Ce document présente la méthode à adopter sur Jean Zay pour charger et pré-traiter les données d'entrée pour un entraînement distribué. Il prend comme référence la [documentation PyTorch](https://pytorch.org/docs/stable/data.html) et illustre la [documentation IDRIS](http://www.idris.fr/jean-zay/gpu/jean-zay-gpu-torch-data-preprocessing.html).

Ce Notebook est composé :
  * d'un [exemple complet](#exemple) de chargement optimisé
  * de t[ests de comparaison](#tests) des gains de performance offerts par chaque fonctionnalité présentée dans la documentation (distribution, multiprocessing, prefetching, etc)

### Environnement de calcul

Ce notebook peut être exécuté sur n'importe quel noeud de Jean-Zay mais nous vous conseillons d'utiliser la frontale jupyterhub de Jean-Zay (i.e. une connexion *interactive*) pour éviter de consommer votre allocation. Dans ce cas, le hostname est `jean-zay-srv2` :

In [1]:
!hostname

jean-zay-srv2


Ce notebook ne nécessite pas le chargement d'un module particulier. Les travaux seront soumis via Slurm dans l'environnement `pytorch-gpu/py3/1.7.1`.

## Exemple complet de chargement optimisé <a class="anchor" id="exemple"></a>

### Création du script python de chargement des données - version optimisée

In [2]:
%%writefile mnist_loader.py 
import os
import time
import torch
import torchvision
import idr_torch # IDRIS package available in all PyTorch modules - interface with Slurm

if idr_torch.rank == 0:
    print(f' --- Running on {idr_torch.size} GPU ---')

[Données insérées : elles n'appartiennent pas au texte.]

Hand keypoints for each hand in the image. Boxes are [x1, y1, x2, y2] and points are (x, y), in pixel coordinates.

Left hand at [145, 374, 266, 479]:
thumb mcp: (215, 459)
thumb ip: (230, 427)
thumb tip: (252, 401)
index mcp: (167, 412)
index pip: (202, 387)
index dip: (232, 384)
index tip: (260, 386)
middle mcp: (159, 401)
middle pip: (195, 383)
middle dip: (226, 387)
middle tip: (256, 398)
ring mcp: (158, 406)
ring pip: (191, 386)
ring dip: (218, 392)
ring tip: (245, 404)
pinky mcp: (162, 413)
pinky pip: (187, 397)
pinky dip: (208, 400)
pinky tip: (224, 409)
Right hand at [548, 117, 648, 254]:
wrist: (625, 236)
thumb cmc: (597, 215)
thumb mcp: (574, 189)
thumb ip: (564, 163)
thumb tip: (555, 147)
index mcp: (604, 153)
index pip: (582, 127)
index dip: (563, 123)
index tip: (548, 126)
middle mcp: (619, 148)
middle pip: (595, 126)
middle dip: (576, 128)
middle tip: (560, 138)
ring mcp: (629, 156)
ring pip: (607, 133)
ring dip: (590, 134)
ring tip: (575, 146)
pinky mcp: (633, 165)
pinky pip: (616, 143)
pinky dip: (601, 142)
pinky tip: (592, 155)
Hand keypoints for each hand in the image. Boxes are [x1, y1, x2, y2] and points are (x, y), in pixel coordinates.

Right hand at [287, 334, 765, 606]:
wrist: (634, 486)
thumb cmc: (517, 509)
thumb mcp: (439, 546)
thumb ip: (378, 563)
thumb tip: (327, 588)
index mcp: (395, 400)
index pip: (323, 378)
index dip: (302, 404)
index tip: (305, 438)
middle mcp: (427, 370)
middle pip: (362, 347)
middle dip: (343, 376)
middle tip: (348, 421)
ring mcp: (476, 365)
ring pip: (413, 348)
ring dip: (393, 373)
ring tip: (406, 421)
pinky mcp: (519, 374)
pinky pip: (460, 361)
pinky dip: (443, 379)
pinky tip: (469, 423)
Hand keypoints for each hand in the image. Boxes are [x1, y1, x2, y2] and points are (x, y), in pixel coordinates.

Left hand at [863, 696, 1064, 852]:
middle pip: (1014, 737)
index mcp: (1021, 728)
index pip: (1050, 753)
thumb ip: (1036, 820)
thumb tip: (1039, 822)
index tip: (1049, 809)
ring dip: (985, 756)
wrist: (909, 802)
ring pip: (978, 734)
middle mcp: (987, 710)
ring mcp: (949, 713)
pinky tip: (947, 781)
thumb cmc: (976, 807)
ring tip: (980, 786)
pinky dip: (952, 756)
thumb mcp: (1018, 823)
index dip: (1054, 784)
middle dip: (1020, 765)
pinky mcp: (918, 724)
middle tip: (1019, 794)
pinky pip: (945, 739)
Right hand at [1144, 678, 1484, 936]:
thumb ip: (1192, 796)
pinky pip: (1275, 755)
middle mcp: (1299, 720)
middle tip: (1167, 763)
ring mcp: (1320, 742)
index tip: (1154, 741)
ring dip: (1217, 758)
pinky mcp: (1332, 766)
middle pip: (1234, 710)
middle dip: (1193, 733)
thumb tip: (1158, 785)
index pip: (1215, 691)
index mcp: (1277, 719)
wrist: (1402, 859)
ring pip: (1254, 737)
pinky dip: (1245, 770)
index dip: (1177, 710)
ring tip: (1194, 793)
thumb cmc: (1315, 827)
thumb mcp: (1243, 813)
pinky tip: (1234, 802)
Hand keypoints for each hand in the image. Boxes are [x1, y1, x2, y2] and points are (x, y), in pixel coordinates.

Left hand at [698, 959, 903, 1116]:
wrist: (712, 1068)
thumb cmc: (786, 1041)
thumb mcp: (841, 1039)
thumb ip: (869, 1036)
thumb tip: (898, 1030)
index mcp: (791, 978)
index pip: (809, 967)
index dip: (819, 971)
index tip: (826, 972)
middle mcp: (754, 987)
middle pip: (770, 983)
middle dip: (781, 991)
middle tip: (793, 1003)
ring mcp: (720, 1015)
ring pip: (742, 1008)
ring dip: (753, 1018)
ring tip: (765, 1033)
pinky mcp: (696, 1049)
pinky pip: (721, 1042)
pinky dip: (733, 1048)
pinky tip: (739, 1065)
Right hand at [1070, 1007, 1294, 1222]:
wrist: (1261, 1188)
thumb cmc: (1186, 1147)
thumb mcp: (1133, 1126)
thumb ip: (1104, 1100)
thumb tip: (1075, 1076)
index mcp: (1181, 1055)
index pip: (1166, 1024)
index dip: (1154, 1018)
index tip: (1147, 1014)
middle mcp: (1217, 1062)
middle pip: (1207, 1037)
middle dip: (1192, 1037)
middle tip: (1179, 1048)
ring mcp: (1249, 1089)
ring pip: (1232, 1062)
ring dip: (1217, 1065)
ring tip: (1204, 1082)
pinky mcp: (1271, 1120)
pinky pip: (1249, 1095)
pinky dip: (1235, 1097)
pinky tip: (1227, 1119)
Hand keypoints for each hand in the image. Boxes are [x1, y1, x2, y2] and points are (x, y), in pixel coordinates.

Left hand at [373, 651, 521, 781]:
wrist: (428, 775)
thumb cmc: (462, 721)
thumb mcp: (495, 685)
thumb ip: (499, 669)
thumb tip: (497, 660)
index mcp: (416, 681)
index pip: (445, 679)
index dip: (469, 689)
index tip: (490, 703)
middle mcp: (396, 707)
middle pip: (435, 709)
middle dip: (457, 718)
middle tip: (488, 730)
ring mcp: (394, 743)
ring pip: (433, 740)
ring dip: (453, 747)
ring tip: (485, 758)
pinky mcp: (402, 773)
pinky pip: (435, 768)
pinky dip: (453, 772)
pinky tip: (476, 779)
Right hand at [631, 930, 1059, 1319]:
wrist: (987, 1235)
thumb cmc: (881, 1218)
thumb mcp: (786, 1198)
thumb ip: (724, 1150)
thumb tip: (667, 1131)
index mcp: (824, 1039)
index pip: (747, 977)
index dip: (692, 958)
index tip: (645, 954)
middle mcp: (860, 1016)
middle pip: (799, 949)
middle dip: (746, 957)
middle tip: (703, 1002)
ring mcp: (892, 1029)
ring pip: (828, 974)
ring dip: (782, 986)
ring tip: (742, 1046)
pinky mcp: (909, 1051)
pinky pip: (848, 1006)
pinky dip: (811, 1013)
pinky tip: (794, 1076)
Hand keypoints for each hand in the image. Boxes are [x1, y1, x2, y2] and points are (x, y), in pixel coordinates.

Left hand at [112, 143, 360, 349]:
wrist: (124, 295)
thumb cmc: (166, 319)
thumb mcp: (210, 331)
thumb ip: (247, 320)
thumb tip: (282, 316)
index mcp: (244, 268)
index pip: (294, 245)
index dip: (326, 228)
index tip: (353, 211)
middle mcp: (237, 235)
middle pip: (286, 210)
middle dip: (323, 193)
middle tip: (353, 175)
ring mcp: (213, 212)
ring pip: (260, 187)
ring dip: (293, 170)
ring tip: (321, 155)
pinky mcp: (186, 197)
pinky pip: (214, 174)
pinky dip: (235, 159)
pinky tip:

global_start_time=time.time()

# init multiprocess environment
torch.cuda.set_device(idr_torch.local_rank)
gpu = torch.device("cuda")

# define list of transformations to apply
data_transform = torchvision.transforms.Compose([torchvision.transforms.Resize((300,300)),
                                                 torchvision.transforms.ToTensor()])

# load mnist dataset and apply transformations
root = os.environ['DSDIR']
start_time = time.time()
mnist_dataset = torchvision.datasets.MNIST(root=root,
                                           transform=data_transform,
                                           download=False)
end_time = time.time()
if idr_torch.rank == 0:
    print(f'Rank {idr_torch.rank}: Loading dataset took {end_time - start_time} s')

# define distributed sampler
data_sampler = torch.utils.data.distributed.DistributedSampler(mnist_dataset,
                                                               shuffle=True,
                                                               num_replicas=idr_torch.size,
                                                               rank=idr_torch.rank)

# define DataLoader - optimized parameters
batch_size = 128                       # adjust batch size according to GPU type (16GB or 32GB in memory)
drop_last = True                       # set to False if it represents important information loss
num_workers = idr_torch.cpus_per_task  # define number of CPU workers per process
persistent_workers = True              # set to False if CPU RAM must be released
pin_memory = True                      # optimize CPU to GPU transfers
non_blocking = True                    # activate asynchronism to speed up CPU/GPU transfers
prefetch_factor = 2                    # adjust number of batches to preload

if idr_torch.rank == 0:
    print(f'------')
    print(f'Config: batch_size={batch_size}, drop_last={drop_last}') 
    print(f'        num_workers={num_workers}, persistent_workers={persistent_workers},')
    print(f'        pin_memory={pin_memory}, non_blocking={non_blocking}, prefetch_factor={prefetch_factor}')
    print(f'------')

dataloader = torch.utils.data.DataLoader(mnist_dataset,
                                         sampler=data_sampler,
                                         batch_size=batch_size,
                                         drop_last=drop_last,
                                         num_workers=num_workers,
                                         persistent_workers=persistent_workers,
                                         pin_memory=pin_memory,
                                         prefetch_factor=prefetch_factor
                                        )

# loop over batches
transfer_time=[]
len_dataloader=len(dataloader)
for i, (images, labels) in enumerate(dataloader):
    
    start_time = time.time()
    images = images.to(gpu, non_blocking=non_blocking)
    labels = labels.to(gpu, non_blocking=non_blocking)
    end_time = time.time()
    transfer_time.append(end_time - start_time)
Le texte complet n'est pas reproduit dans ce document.